In March alone, compared to averages recorded from 2017-19, medical records data show an alarming drop of more than 90% in routine screenings for breast, cervical and colon cancers.
The declines are certainly connected to public health alerts from trusted institutions, such as the Centers for Disease Control, which urged delaying “non-urgent” procedures or screenings.
Understandably, confusion and caution would cause declines in screenings, but along with delayed screenings comes concern about the greater number of late-stage diagnoses that may occur.
As many hospitals and healthcare systems restart elective procedures and services, how do you know when you should get screened or follow up on an appointment that may have been delayed or reschedule?
Although a mammogram may not be urgent for many women, it is most certainly essential for others. Because guidelines vary as to when to begin mammogram screenings, (some recommend starting at age 40, others at age 45, and one set of guidelines suggests starting them at age 50), the only way to be confident about your breast health is to know your risk factors and work closely with your doctor.
From age to family history to genetic mutations, your risk factors for breast cancer matter. Also consider your COVID-19 risk factors, if you are over age 60 or have underlying health conditions, work closely with your doctor to determine additional safety precautions to take, or when it is safer for you to get screened.
If you have no symptoms, waiting one month to delay a breast health screening should not make a significant clinical difference, but waiting several months certainly could.
If you have no symptoms and are due for a check, don’t hesitate to have a regular screening. However, if you notice symptoms — if something looks or feels different, if you find irregularities in the breast, such as lumps, redness or discharge — consult with your doctor and make a diagnostic appointment immediately.
This pandemic is very real, and we must all do our part to slow the spread and protect ourselves. But breast cancer does not stop in the face of a pandemic.
Breast cancer is still the second leading cause of cancer deaths in women and five women in Orange County are diagnosed with breast cancer every day.
Mammograms save lives. They are essential, because they can reveal abnormalities that are not detectable clinically, and early detection is key in surviving breast cancer. In fact, the American Cancer Society states that when breast cancer is detected early and is in the localized stage, the five-year relative survival rate is 99%.
If you need a mammogram, or notice something “off,” don’t hesitate to make an appointment today. It is safe to come in for mammography screenings as medical facilities are adhering to strict health and safety protocols. In addition to this, appointments may be much easier to schedule now, as entities are beginning to re-open.
If you are under-insured or uninsured and need help finding care, call California’s Cancer Detection Program, Every Woman Counts, at (800) 511-2300 to find resources near you.

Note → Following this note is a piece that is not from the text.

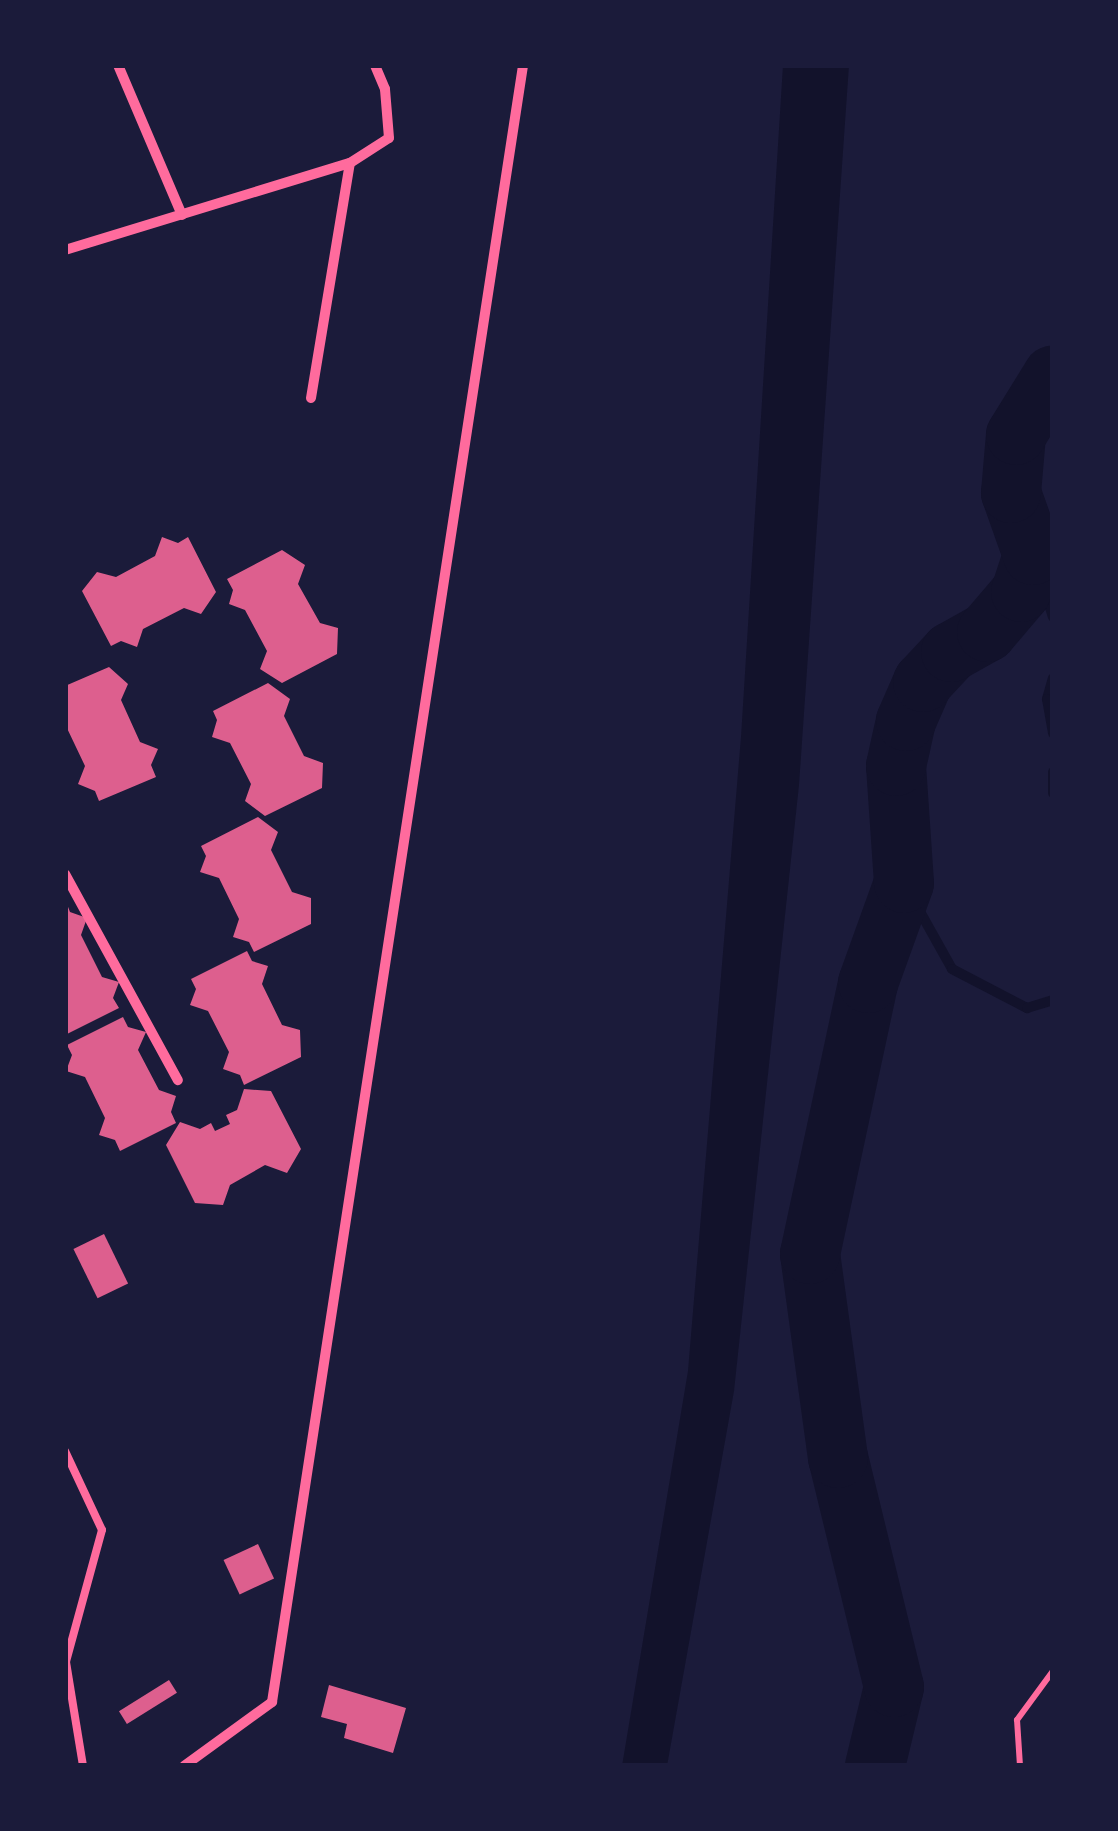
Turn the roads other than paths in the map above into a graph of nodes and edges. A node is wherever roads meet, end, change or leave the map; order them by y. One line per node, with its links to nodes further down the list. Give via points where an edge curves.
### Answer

You can also call the local Komen OC office at (714) 957-9157
for help navigating local resources.
To all the families and friends who have women you treasure in your life, hold those wonderful ladies accountable for their health and encourage them to get breast health screenings. It’s essential.
Megan Klink is the CEO of Susan G. Komen Orange County.
Dr. January Lopez is director of Breast Imaging at the Hoag Breast Program.